▶ _Task_: When copying the listing below, skip every picture and keep each word as it stands.

▶ _Input for this task_:
= = =

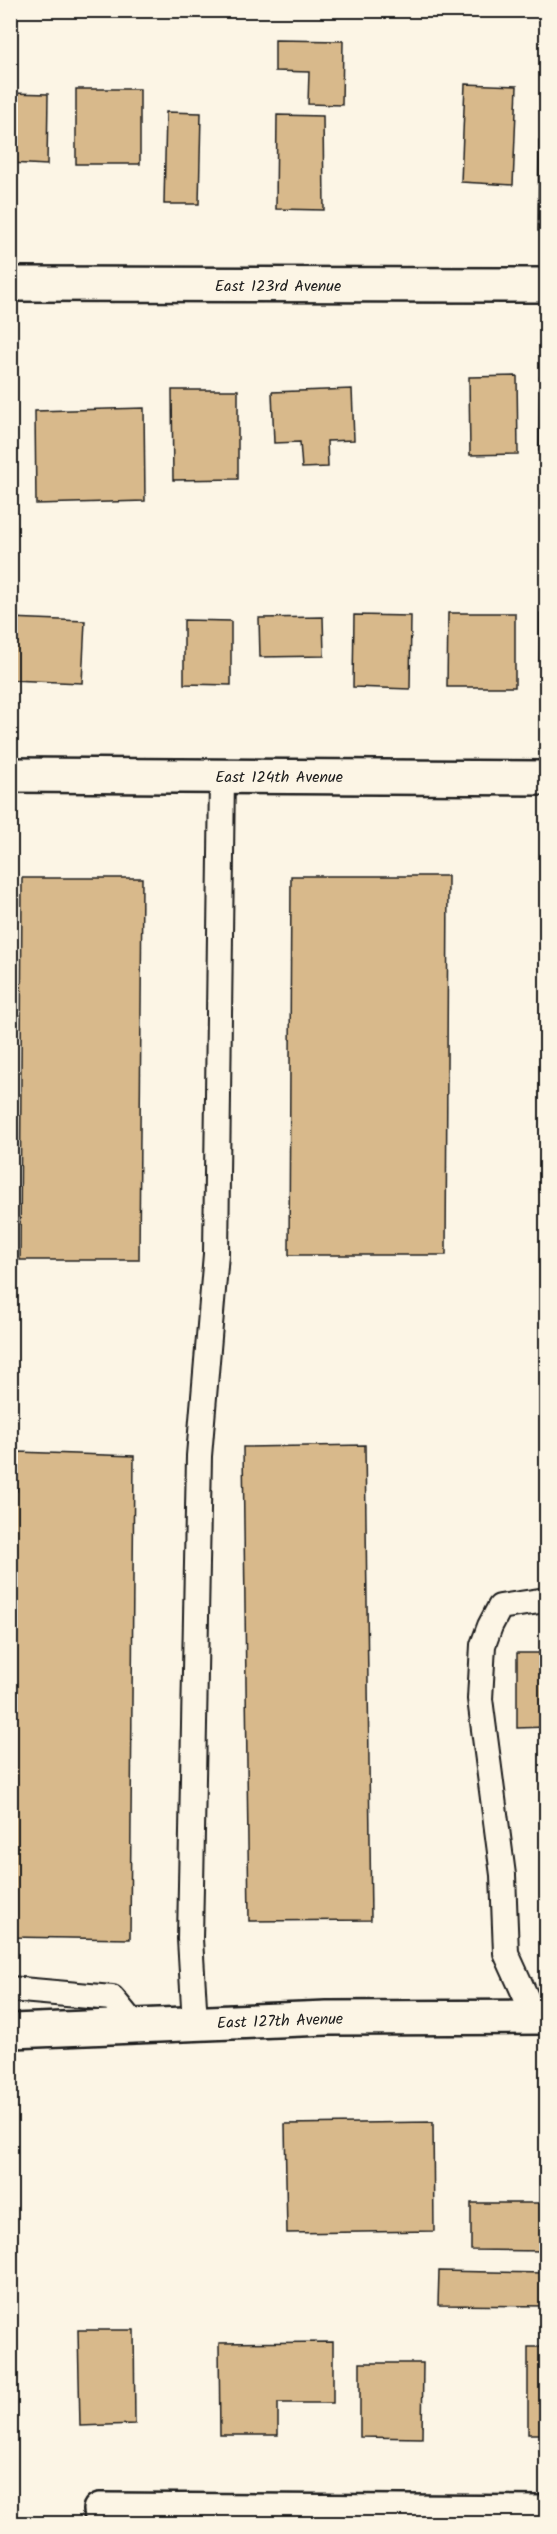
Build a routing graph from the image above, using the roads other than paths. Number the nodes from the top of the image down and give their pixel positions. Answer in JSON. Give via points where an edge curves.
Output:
{"nodes":[{"id":1,"x":10,"y":284,"type":"edge"},
{"id":2,"x":546,"y":285,"type":"edge"},
{"id":3,"x":10,"y":775,"type":"edge"},
{"id":4,"x":222,"y":776,"type":"junction"},
{"id":5,"x":546,"y":778,"type":"edge"},
{"id":6,"x":546,"y":1600,"type":"edge"},
{"id":7,"x":10,"y":1989,"type":"edge"},
{"id":8,"x":541,"y":2017,"type":"edge"},
{"id":9,"x":195,"y":2023,"type":"junction"},
{"id":10,"x":135,"y":2026,"type":"junction"},
{"id":11,"x":13,"y":2031,"type":"dead end"},
{"id":12,"x":100,"y":2511,"type":"dead end"},
{"id":13,"x":546,"y":2513,"type":"edge"}],
"edges":[{"from":1,"to":2,"type":"street","name":"East 123rd Avenue"},
{"from":3,"to":4,"type":"street","name":"East 124th Avenue"},
{"from":4,"to":5,"type":"street","name":"East 124th Avenue"},
{"from":4,"to":9,"type":"lane","via":[[216,1254],[199,1456],[190,1939]]},
{"from":6,"to":8,"type":"lane","via":[[500,1607],[483,1645],[480,1699],[503,1875],[506,1953]]},
{"from":7,"to":10,"type":"lane","via":[[112,1998]]},
{"from":8,"to":9,"type":"street","name":"East 127th Avenue"},
{"from":9,"to":10,"type":"street","name":"East 127th Avenue"},
{"from":10,"to":11,"type":"street","name":"East 127th Avenue"},
{"from":12,"to":13,"type":"street"}]}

= = =

▶ _Expected output_:
Build a routing graph from the image above, using the roads other than paths. Number the nodes from the top of the image down and give their pixel positions. Answer in JSON. Give via points where an edge curves.
Output:
{"nodes":[{"id":1,"x":10,"y":284,"type":"edge"},
{"id":2,"x":546,"y":285,"type":"edge"},
{"id":3,"x":10,"y":775,"type":"edge"},
{"id":4,"x":222,"y":776,"type":"junction"},
{"id":5,"x":546,"y":778,"type":"edge"},
{"id":6,"x":546,"y":1600,"type":"edge"},
{"id":7,"x":10,"y":1989,"type":"edge"},
{"id":8,"x":541,"y":2017,"type":"edge"},
{"id":9,"x":195,"y":2023,"type":"junction"},
{"id":10,"x":135,"y":2026,"type":"junction"},
{"id":11,"x":13,"y":2031,"type":"dead end"},
{"id":12,"x":100,"y":2511,"type":"dead end"},
{"id":13,"x":546,"y":2513,"type":"edge"}],
"edges":[{"from":1,"to":2,"type":"street","name":"East 123rd Avenue"},
{"from":3,"to":4,"type":"street","name":"East 124th Avenue"},
{"from":4,"to":5,"type":"street","name":"East 124th Avenue"},
{"from":4,"to":9,"type":"lane","via":[[216,1254],[199,1456],[190,1939]]},
{"from":6,"to":8,"type":"lane","via":[[500,1607],[483,1645],[480,1699],[503,1875],[506,1953]]},
{"from":7,"to":10,"type":"lane","via":[[112,1998]]},
{"from":8,"to":9,"type":"street","name":"East 127th Avenue"},
{"from":9,"to":10,"type":"street","name":"East 127th Avenue"},
{"from":10,"to":11,"type":"street","name":"East 127th Avenue"},
{"from":12,"to":13,"type":"street"}]}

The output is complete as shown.